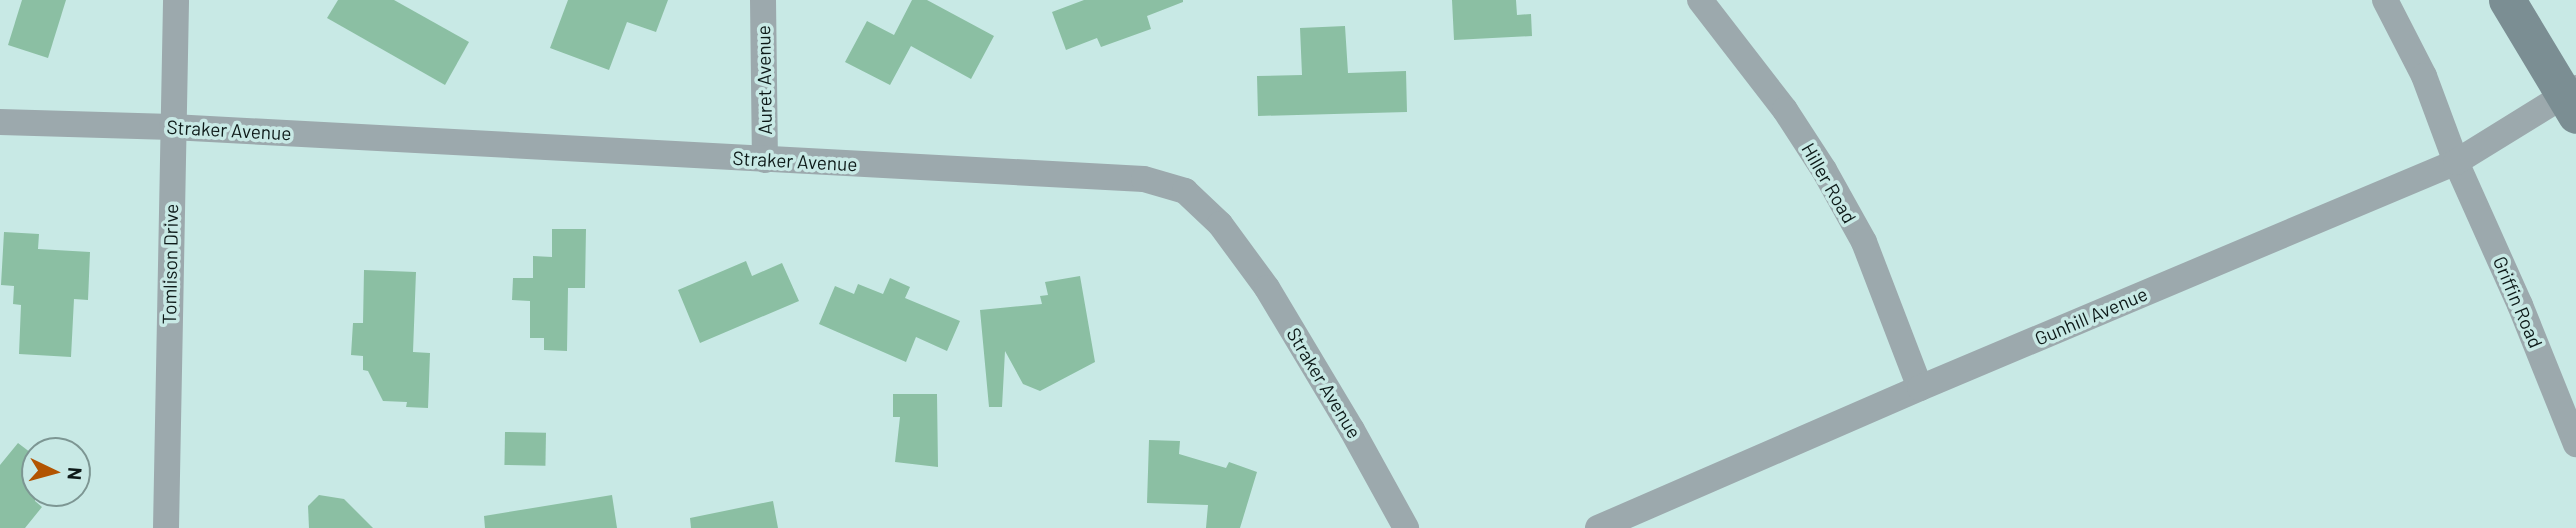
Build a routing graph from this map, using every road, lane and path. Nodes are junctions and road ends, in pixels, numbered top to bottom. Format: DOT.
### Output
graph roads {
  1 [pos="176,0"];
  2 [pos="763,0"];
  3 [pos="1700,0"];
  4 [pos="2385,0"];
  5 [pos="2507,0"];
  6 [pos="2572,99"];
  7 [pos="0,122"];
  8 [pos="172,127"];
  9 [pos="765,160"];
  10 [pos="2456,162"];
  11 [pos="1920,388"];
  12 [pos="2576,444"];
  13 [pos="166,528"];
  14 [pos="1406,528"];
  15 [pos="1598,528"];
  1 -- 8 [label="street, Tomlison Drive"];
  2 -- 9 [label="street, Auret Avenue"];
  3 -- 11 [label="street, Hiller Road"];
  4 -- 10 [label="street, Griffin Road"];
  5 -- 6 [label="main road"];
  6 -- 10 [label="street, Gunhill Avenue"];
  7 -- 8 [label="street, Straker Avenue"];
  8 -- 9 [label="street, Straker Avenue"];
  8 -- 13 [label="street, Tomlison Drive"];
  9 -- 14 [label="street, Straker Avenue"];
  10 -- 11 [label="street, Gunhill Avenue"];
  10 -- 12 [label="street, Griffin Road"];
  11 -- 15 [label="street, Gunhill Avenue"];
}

--

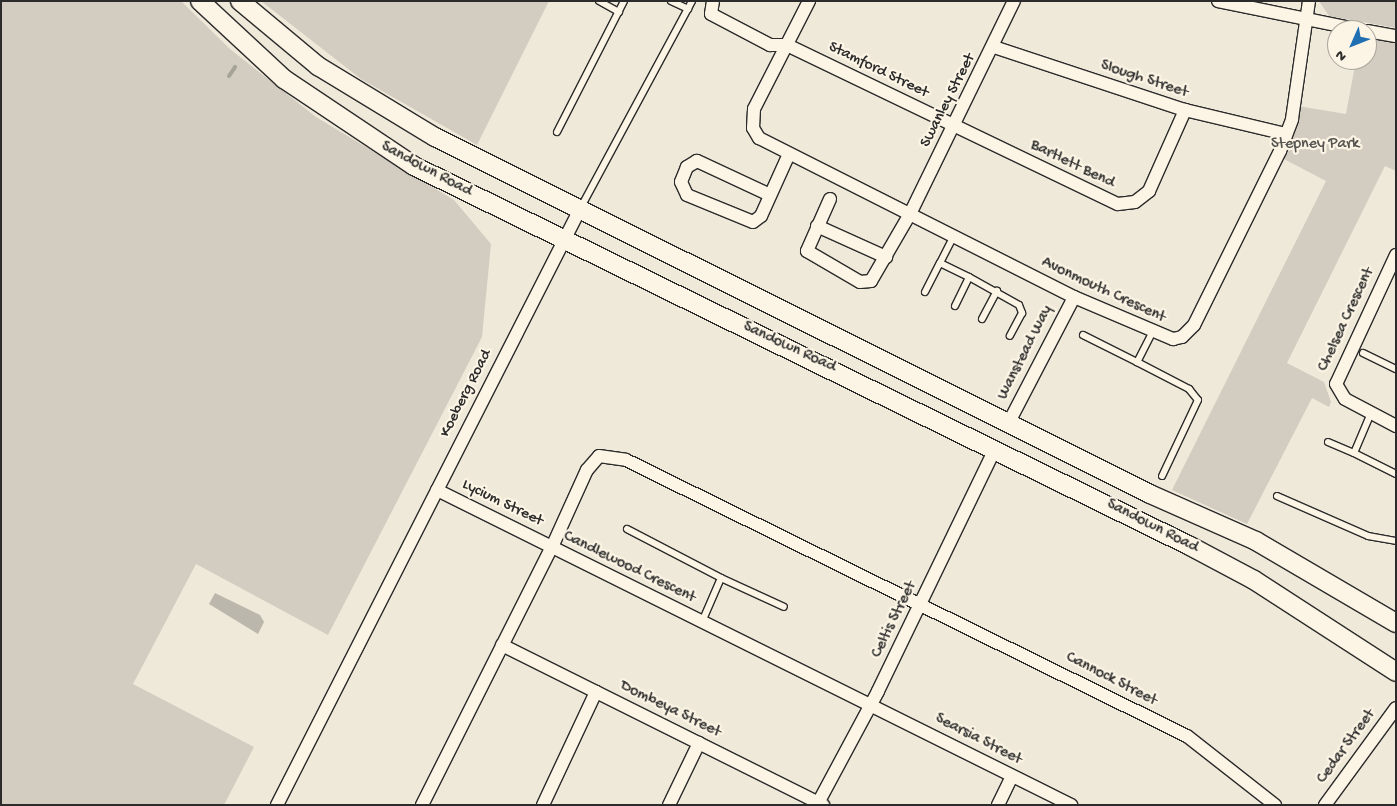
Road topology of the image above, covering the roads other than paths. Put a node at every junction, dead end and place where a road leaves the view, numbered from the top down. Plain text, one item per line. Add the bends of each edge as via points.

▸ **Task prompt**: Return each line from the records that includes the word "every".

▸ **The completed task**:
Build a routing graph from this map, using every road, lane and path. Nodes are junctions and road ends, in pixels, numbered top to bottom. Format: DOT.
Road topology of the image above, covering the roads other than paths. Put a node at every junction, dead end and place where a road leaves the view, numbered from the top down. Plain text, one item per line. Add the bends of each edge as via points.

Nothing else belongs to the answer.